Hulu's The Princess breaks damsel in distress tropes, but does it do a good job?


Starring Joey King, The Princess is a Hulu original movie. The movie begins with the titular princess waking handcuffed and dressed for a wedding. Flashbacks reveal she backed out of an arranged marriage, and her angry suitor, Julius, captured the royal family in an attempt to take the throne.


Despite her introduction, the audience quickly realizes she is not a regular princess in a family-friendly movie as she promptly breaks her thumb to remove one of her shackles and kills the two guards in charge of watching her.



As an audience, we’ve seen breaks to the damsel in distress trope before with Fiona from Shrek, Merida from Brave, and even Rapunzel from Tangled. However, each trope deviation is within the confines of a family-friendly movie. Fiona sings to kill her breakfast, Merida is a capable archer but still falls prey to a witch, and Rapunzel remains willingly trapped for eighteen years before finally escaping her tower. These princesses were subtle breaks of the damsel of distress trope. None of them had the R rating of The Princess, where there is no reason to shy away from just how badass the lead character is. The Princess is a fairytale movie where the princess has a minimum kill count of 10 men, including a knight in shining armor.


The action-packed movie is undoubtedly filled with violence and gore and lacks nuance with its feminist message. Some may argue that feminist-forward movies often force-feed their intentions to viewers, which is the case with this film. However, I don’t necessarily see that as a bad thing. There are countless movies characterizing men as powerful leaders, great warriors, and just about anything that makes an interesting main character. In contrast, women are girlfriends, unimportant side characters, or catalysts to help the main male character achieve his objective for the plot. I see no issue in creating a good or bad movie that does not shy from feminist messaging and paints men and women in different lights.


Although the film heavily relies on an original showcase of a damsel of distress, it still contains many other overused stereotypes. The weak king who longs for a male heir. The foreigners who train the warrior but have no personality traits or backstory.
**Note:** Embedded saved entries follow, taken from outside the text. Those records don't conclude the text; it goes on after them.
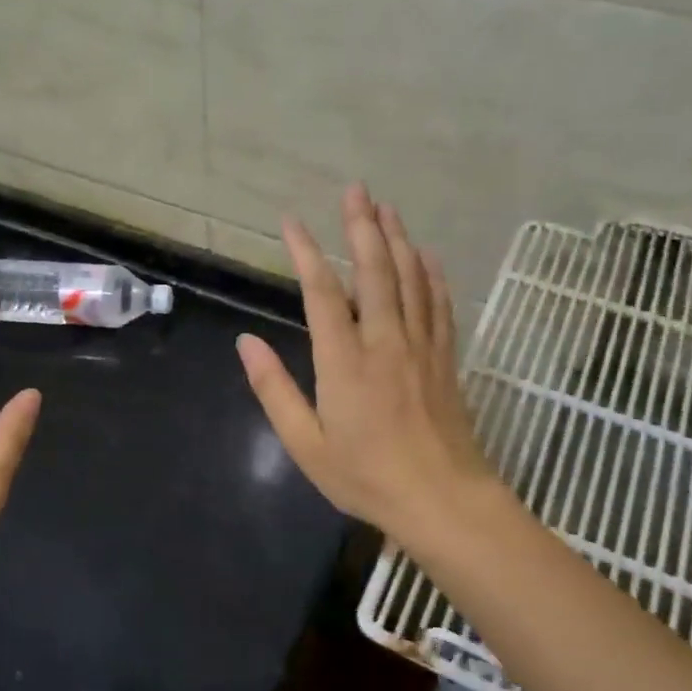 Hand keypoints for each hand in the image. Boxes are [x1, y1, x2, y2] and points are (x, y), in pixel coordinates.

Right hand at [236, 184, 492, 551]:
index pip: (322, 293)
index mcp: (344, 362)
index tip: (292, 222)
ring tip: (386, 207)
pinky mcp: (445, 358)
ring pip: (411, 279)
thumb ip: (275, 390)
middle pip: (375, 271)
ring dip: (397, 239)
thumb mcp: (306, 444)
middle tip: (355, 190)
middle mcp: (384, 342)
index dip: (306, 252)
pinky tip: (427, 255)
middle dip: (362, 227)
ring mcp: (420, 347)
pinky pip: (439, 304)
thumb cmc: (367, 477)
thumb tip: (246, 343)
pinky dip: (432, 274)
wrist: (443, 501) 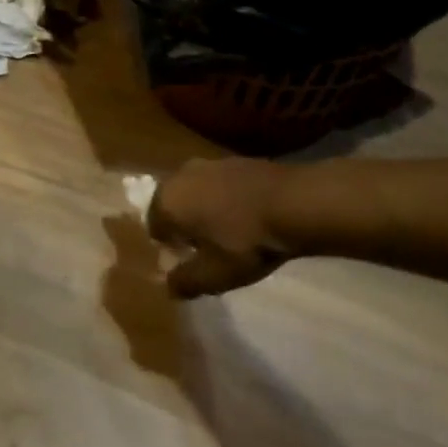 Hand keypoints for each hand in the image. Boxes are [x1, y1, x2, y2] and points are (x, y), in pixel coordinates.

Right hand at [148, 158, 296, 297]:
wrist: (292, 202)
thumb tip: (169, 286)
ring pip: (196, 191)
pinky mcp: (236, 160)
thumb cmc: (244, 241)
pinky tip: (245, 215)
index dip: (169, 247)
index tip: (188, 261)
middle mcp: (181, 175)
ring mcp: (210, 163)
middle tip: (205, 248)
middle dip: (184, 224)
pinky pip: (219, 184)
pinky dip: (225, 198)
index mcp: (167, 201)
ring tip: (227, 232)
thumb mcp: (213, 275)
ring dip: (204, 209)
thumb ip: (185, 282)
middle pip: (173, 204)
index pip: (154, 226)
The mindless henchmen want gold, power, and women but are frankly useless. The beautiful girlfriend nobody respects because of her sex appeal and connection to a powerful man. The queen who tries to think for herself but is otherwise helpless.


The Princess is a silly approach to take for a movie of this style. This approach can be interpreted in two ways; As a light-hearted introduction to more action-packed feminist-forward films or a movie so outrageously unrealistic that it’s laughable to think of a woman acting like that. It’s up to the viewer to decide which they believe was the intention.


Personally, this weird subgenre of the movie with moments equating the memorable ‘tis but a scratch’ from Monty Python or weirdly placed moments similar to those in Robin Hood Men in Tights is just not for me. It provides a good chuckle and aims to start a movie trend that I believe is worth having, but it is otherwise a movie I wouldn’t watch again. I almost didn’t even watch it, but Twitter had lots to say, so I had to form my own opinion.


So, it all comes down to one question. Did The Princess do a good job altering the damsel in distress trope and making a feminist forward movie?


The Princess didn’t even have a name and barely said a word between her grunt and scream-filled fight scenes, so my consensus is as follows:


Eh, they tried.


Stream The Princess on Hulu.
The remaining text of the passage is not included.